Phase one of the 60-day bedrest study, commissioned by ESA and NASA and carried out by German Aerospace Center DLR, began at DLR’s ‘:envihab’ medical research and rehabilitation facility in Cologne, Germany, on Monday 25 March.
The study is the first of its kind to be conducted in partnership between ESA and NASA. It is also the first to employ DLR’s short-arm centrifuge (shown in this image) as a way of recreating gravity for participants.
Each of the 12 male and 12 female participants will lie in beds with their heads tilted 6° below horizontal for 60 consecutive days. Medical researchers will oversee them and ensure one of their shoulders is touching the mattress at all times.
As blood flows to their heads and muscle is lost from underuse, researchers will investigate changes and test techniques from diet to physical exercise.

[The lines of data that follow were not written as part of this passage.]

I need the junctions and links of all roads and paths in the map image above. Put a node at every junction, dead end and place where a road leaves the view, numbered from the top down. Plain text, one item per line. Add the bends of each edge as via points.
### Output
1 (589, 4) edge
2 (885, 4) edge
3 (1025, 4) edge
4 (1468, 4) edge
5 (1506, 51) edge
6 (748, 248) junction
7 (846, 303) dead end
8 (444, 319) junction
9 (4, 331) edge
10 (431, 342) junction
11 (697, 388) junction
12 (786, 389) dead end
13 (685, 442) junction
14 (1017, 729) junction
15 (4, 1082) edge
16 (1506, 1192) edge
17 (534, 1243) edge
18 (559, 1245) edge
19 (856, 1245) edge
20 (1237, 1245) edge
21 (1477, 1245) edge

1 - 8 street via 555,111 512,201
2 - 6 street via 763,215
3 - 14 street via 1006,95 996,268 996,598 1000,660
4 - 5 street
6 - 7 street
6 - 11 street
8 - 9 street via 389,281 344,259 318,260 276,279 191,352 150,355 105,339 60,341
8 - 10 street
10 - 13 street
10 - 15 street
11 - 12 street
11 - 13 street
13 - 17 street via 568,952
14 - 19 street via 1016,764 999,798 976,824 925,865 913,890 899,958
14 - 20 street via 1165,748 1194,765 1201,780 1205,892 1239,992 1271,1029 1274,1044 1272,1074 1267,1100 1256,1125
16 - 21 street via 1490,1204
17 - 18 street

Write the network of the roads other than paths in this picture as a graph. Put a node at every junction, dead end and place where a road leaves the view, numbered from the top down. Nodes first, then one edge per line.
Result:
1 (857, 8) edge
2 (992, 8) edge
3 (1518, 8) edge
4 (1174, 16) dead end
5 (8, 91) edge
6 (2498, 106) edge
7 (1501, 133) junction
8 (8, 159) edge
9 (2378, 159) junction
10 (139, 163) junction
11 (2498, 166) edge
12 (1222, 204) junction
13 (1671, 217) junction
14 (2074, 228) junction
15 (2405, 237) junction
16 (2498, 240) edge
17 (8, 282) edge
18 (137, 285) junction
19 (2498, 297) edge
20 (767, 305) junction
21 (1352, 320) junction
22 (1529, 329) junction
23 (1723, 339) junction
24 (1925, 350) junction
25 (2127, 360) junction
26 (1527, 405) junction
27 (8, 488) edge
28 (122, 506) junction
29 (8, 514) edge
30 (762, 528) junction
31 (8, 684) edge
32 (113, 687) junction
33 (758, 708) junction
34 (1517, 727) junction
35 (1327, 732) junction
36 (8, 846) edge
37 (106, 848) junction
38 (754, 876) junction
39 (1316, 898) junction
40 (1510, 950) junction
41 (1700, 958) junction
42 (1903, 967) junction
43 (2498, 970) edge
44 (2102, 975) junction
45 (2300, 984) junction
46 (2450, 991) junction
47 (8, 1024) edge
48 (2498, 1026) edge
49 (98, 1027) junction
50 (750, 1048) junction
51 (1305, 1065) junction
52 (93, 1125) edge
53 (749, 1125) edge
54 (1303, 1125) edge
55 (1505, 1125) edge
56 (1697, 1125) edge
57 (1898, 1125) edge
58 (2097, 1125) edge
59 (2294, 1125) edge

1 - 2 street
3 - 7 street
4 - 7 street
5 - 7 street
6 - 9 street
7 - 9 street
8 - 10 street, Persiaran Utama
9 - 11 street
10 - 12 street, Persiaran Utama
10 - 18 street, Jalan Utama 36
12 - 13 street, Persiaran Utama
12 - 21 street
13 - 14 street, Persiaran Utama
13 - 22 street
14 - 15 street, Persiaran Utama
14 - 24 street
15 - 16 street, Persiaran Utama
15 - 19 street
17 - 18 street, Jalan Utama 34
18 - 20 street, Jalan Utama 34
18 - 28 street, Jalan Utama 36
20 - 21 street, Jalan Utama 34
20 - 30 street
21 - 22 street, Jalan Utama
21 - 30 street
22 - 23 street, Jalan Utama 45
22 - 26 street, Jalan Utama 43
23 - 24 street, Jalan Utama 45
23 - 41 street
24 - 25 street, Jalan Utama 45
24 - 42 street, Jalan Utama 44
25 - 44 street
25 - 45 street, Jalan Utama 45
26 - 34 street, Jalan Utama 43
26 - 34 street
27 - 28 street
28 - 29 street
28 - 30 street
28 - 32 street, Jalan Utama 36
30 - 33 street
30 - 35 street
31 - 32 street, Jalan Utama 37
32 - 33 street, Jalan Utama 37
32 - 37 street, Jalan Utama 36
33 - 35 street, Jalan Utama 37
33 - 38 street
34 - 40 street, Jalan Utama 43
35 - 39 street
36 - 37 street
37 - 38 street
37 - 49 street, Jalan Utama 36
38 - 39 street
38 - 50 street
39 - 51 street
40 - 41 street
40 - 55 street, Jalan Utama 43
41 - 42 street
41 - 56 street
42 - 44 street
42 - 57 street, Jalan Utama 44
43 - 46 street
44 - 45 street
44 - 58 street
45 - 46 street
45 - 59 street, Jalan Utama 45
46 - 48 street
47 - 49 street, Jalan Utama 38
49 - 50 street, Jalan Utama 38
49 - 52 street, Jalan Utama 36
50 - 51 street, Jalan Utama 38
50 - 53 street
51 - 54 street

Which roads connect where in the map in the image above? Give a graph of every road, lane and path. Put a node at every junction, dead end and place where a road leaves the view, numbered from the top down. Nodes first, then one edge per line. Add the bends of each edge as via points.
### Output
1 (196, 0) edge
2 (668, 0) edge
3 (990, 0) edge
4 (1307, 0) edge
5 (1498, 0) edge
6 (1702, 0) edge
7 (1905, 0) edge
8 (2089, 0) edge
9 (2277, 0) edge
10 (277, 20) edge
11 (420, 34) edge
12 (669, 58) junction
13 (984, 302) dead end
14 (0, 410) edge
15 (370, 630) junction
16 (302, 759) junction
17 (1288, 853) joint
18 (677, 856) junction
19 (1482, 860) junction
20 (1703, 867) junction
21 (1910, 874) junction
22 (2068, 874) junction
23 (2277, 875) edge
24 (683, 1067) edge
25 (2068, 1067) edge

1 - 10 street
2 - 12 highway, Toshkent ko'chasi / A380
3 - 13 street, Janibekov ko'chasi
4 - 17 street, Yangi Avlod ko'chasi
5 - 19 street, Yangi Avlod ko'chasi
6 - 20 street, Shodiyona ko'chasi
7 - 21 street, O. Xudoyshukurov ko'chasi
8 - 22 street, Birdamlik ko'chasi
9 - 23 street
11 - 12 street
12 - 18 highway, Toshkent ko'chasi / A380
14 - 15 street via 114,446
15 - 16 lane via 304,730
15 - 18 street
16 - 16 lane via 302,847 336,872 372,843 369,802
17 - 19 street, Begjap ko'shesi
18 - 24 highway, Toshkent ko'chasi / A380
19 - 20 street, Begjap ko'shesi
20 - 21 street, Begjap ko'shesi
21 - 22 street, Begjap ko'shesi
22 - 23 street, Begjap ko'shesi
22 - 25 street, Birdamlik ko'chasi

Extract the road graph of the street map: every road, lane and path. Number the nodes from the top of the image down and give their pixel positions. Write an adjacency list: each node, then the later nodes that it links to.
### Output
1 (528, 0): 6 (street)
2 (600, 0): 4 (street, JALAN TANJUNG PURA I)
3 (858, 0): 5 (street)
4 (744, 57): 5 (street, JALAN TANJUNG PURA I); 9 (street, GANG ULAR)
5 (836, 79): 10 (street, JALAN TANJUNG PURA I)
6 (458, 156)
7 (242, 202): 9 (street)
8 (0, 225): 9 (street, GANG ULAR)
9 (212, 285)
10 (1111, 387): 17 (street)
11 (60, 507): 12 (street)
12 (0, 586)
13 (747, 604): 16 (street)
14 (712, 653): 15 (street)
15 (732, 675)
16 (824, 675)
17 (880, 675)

Artificial gravity is one of the techniques under the spotlight this time around. Once a day, a selection of the study’s participants will be moved to the centrifuge to encourage blood to flow back towards their feet and allow researchers to understand the potential of artificial gravity in combating the effects of weightlessness.
A number of different experiments, carried out over the course of the study, will look at cardiovascular function, balance and muscle strength, metabolism and cognitive performance among other factors.
Seven of these experiments will be conducted by European-led research groups, with a view to validating the findings on the International Space Station during future missions.